The ice sheet is the second largest body of ice in the world, covering an estimated 660,000 square miles - 80 percent of the surface of Greenland. Past assessments of climate change have estimated that the melt of this sheet will be a significant contributor to rising sea levels. In fact, a recent study of the massive island's costal glaciers revealed that they may reach an estimated 65 miles inland underneath Greenland's bedrock. In the event of their melt, the world's sea levels will rise significantly higher than previous studies have estimated.
Still, even with an increasing understanding of the Greenland melt, researchers still don't know exactly how fast it will happen, as the causes remain somewhat unclear.
Now, a study published in the Proceedings of the National Academy of Sciences details how Dartmouth researchers, in collaboration with the Thayer School of Engineering and the Desert Research Institute, found that both a warming climate and ash buildup are contributing to the ice sheet's melting.

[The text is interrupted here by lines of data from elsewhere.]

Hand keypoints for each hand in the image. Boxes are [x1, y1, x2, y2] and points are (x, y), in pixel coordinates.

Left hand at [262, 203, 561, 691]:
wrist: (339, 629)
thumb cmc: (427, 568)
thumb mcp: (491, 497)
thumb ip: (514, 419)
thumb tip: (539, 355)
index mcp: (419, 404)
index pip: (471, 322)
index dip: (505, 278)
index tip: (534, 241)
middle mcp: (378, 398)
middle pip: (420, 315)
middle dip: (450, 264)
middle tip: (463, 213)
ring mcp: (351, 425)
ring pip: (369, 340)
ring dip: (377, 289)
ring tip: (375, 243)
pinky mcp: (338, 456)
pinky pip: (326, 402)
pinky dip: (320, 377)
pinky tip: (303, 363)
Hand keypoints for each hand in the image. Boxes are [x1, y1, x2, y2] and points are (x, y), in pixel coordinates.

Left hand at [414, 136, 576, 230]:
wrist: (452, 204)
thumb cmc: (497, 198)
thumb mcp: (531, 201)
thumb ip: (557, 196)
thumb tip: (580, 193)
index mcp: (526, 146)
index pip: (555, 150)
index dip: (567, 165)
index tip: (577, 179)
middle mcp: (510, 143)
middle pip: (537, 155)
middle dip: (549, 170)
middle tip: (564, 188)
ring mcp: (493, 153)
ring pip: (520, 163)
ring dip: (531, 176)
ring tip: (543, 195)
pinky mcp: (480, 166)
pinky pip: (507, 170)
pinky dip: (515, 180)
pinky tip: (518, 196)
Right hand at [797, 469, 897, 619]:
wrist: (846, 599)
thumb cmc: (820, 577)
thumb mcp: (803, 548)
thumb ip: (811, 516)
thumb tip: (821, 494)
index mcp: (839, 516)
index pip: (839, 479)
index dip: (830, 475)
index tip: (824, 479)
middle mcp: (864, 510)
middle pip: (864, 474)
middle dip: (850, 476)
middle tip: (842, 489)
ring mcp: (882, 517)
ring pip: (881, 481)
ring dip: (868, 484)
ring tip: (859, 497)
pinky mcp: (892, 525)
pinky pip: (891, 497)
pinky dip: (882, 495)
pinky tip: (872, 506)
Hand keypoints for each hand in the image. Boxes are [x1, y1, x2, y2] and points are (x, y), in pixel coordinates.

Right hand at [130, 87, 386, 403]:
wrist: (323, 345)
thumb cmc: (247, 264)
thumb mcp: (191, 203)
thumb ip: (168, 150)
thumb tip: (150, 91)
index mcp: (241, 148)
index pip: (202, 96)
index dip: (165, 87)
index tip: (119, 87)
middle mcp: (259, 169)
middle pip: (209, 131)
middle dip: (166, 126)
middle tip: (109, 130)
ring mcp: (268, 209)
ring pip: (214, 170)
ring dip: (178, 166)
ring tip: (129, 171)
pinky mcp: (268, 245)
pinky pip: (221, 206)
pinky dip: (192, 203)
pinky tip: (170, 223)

"The widespread melting of the Greenland ice sheet required the combination of both of these effects - a lowered snow albedo from ash and unusually warm temperatures - to push the ice sheet over the threshold," Kaitlin Keegan, the study's lead author, said in a Dartmouth press release.
According to Keegan, because of its natural white sheen, snow can resist sunlight, reflecting beams away to resist inevitable melt. This reflective property is called snow "albedo." However, when dark ash blown in from massive forest fires occurring in the Northern Hemisphere mixes with the snow, Greenland's snowpack and ice begins to lose its luster - becoming more vulnerable to the Sun.
In an assessment of the ice sheet's history from 1889 to 2012, Keegan and her team found increasing ash particulate counts in the snow every few years. This makes sense, as a historical analysis revealed that instances of forest fires in the Northern Hemisphere have been on the rise recently, rivaling those that went unchecked the late 1800s.
Still, it is important to note that while ash is seen as an influential factor separate from climate change, some experts will claim that an increasing prevalence of forest fires is a direct result from an increasingly warm and dry climate in the Northern Hemisphere.
The study was accepted for early release by the Proceedings of the National Academy.